Metric Halos's Mobile I/O Functions Like A Swiss Army Knife For “Robert Randolph and the Family Band” FOH Engineer Sean Quackenbush Print

Sean_QuackenbushSean Quackenbush (shown here at Red Rocks), FOH engineer for Robert Randolph and the Family Band discovers Metric Halo’s Mobile I/O offers incredible functionality from a one-rack unit.

ALBANY, NEW YORK: Although it has a well-earned reputation as one of the best sounding and most user-friendly audio recording interfaces available, Metric Halo’s Mobile I/O offers much more. According to Sean Quackenbush, front-of-house engineer with Robert Randolph and the Family Band, “It’s like an audio Swiss Army Knife. It can be whatever you need it to be.”

Quackenbush elaborates, “I’ve used it in situations where we’re doing a fly date and I have it in my backpack with my laptop and I’ve used it as eight channels of inserts. I’ll pull up Metric Halo’s ChannelStrip plug-in and insert it on channels where the club doesn’t have as many inserts as I need. If you want to use it as a PA processor, like a crossover and dynamic processor, you can do it with this one-space unit. You can use it for virtually anything. It’s so multifunctional.”

Best of all, says Quackenbush, who has been using the Mobile I/O to archive live performances by the band for nearly two years after being introduced to it by engineers working with the Dave Matthews Band and the Secret Machines, “It’s the most rock-solid recording unit I’ve ever used. It doesn’t ever give problems, like a digital tape machine - it rolls every night.”

“But,” he reports, “the thing that’s most impressive is the sonic quality. When we were in the studio recording the new album I brought it in with me, and we A/B’d it versus the recording system they were using. The sonic quality of the Mobile I/O is just phenomenal.”

Quackenbush has put together a single rack that, with the addition of a couple of reverb units, replaces several FOH processing racks when he’s using a digital console. “I’ve built a whole rack with a maxed out MiniMac computer, an eight-channel line-in-to-Lightpipe converter, a couple of DAT machines and CD burners, and a tube compressor that the stereo mix goes through to warm it up a little bit. I run one Mobile I/O that I’ve got maxed out at 18 tracks -- eight analog in, eight Lightpipe in and the S/PDIF in.” He adds, “The expandability of it’s just phenomenal. If you want to add tracks you just get another box.”

The Mobile I/O allows him to keep things flexible for future post-production while simultaneously creating multiple feeds for immediate use. “I break everything down into groups of instruments, or certain key instruments that, if we were going to remix, we would need to work on a little bit - vocals, lead guitar, stuff like that. I also send a two-track of my mix off the console to the Mobile I/O. I have a pair of audience mics that allow me to create a submix within the unit and run it through the ChannelStrip plug-in as a mastering processor, to compress it and EQ it a little. I take the AES/EBU out to one DAT machine and two CD-R machines, so at the end of every show I have a burn.”
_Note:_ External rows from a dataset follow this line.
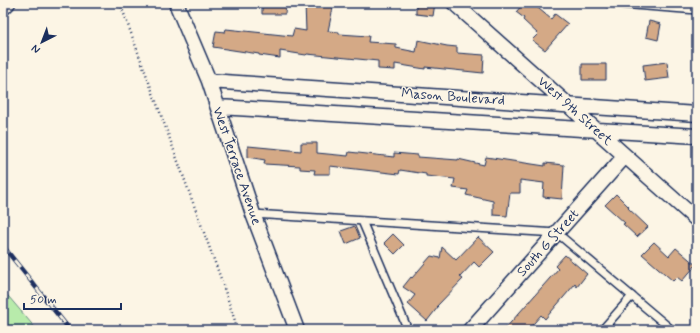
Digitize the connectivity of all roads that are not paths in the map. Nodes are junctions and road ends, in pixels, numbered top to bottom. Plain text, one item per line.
1 (8, 3) edge
2 (176, 3) edge
3 (454, 3) edge
4 (608, 3) edge
5 (3, 8) edge
6 (697, 10) edge
7 (209, 81) junction
8 (568, 105) junction
9 (218, 108) junction
10 (697, 114) edge
11 (597, 131) junction
12 (697, 136) edge
13 (625, 156) junction
14 (253, 214) junction
15 (697, 220) edge
16 (362, 221) junction
17 (557, 233) junction
18 (632, 296) junction
19 (297, 330) edge
20 (408, 330) edge
21 (470, 330) edge
22 (602, 330) edge
23 (672, 330) edge

1 - 5 street
2 - 7 street, West Terrace Avenue
3 - 8 street, West 9th Street
4 - 6 lane
7 - 8 street, Mason Boulevard
7 - 9 street, West Terrace Avenue
8 - 10 street, Mason Boulevard
8 - 11 street, West 9th Street
9 - 11 street, Mason Boulevard
9 - 14 street, West Terrace Avenue
11 - 12 street, Mason Boulevard
11 - 13 street, West 9th Street
13 - 15 street, West 9th Street
13 - 17 street, South G Street
14 - 16 lane
14 - 19 street, West Terrace Avenue
16 - 17 lane
16 - 20 lane
17 - 18 lane
17 - 21 street, South G Street
18 - 22 lane
18 - 23 lane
All last summer, Quackenbush, who frequently uses a popular new digital console at FOH, recorded every night with the band using the Metric Halo Mobile I/O in place of the console’s integrated recording system. “I found myself tying the Mobile I/O by Firewire to the console instead. The Mobile I/O console is so rock-solid that I never had any issues with it. It rolls and it tracks. Plus,” he notes, “it exports to whatever you need. If someone wants to mix the show on Pro Tools or Logic, one can.”“That’s not all,” he continues. “Off that same box, I’ve created a press feed for when people want to come in and record, or for television. I’ll do the same thing with the ChannelStrip plug-in to fatten it up a little. That works real nice.”

Quackenbush’s initial introduction to Metric Halo was with the SpectraFoo analysis software. “I went and visited Metric Halo in Hopewell Junction, New York, which is only an hour-and-a-half away from me. They showed me a few tricks and showed me what it could do. I was just floored.”

“In particular,” he says, “the time alignment function alone is worth its weight in gold. You walk into these rooms where the guys have used other systems on the room a million times and hook up ‘Foo, and you can see speakers aren’t aligned. It’s so precise. It gets you that much closer to where you need to be at soundcheck, or at the start of the show in a festival situation.”

As Quackenbush points out, “I’m just one guy at FOH. But everything is so well put together as one system - the way the Mobile I/O works with SpectraFoo - that as soon as the rack is patched, I’m up and running and can tune the entire PA in 15 minutes tops. I have this whole rack that sets up easily and just runs. It’s the must-have rack, no matter what I’m doing.”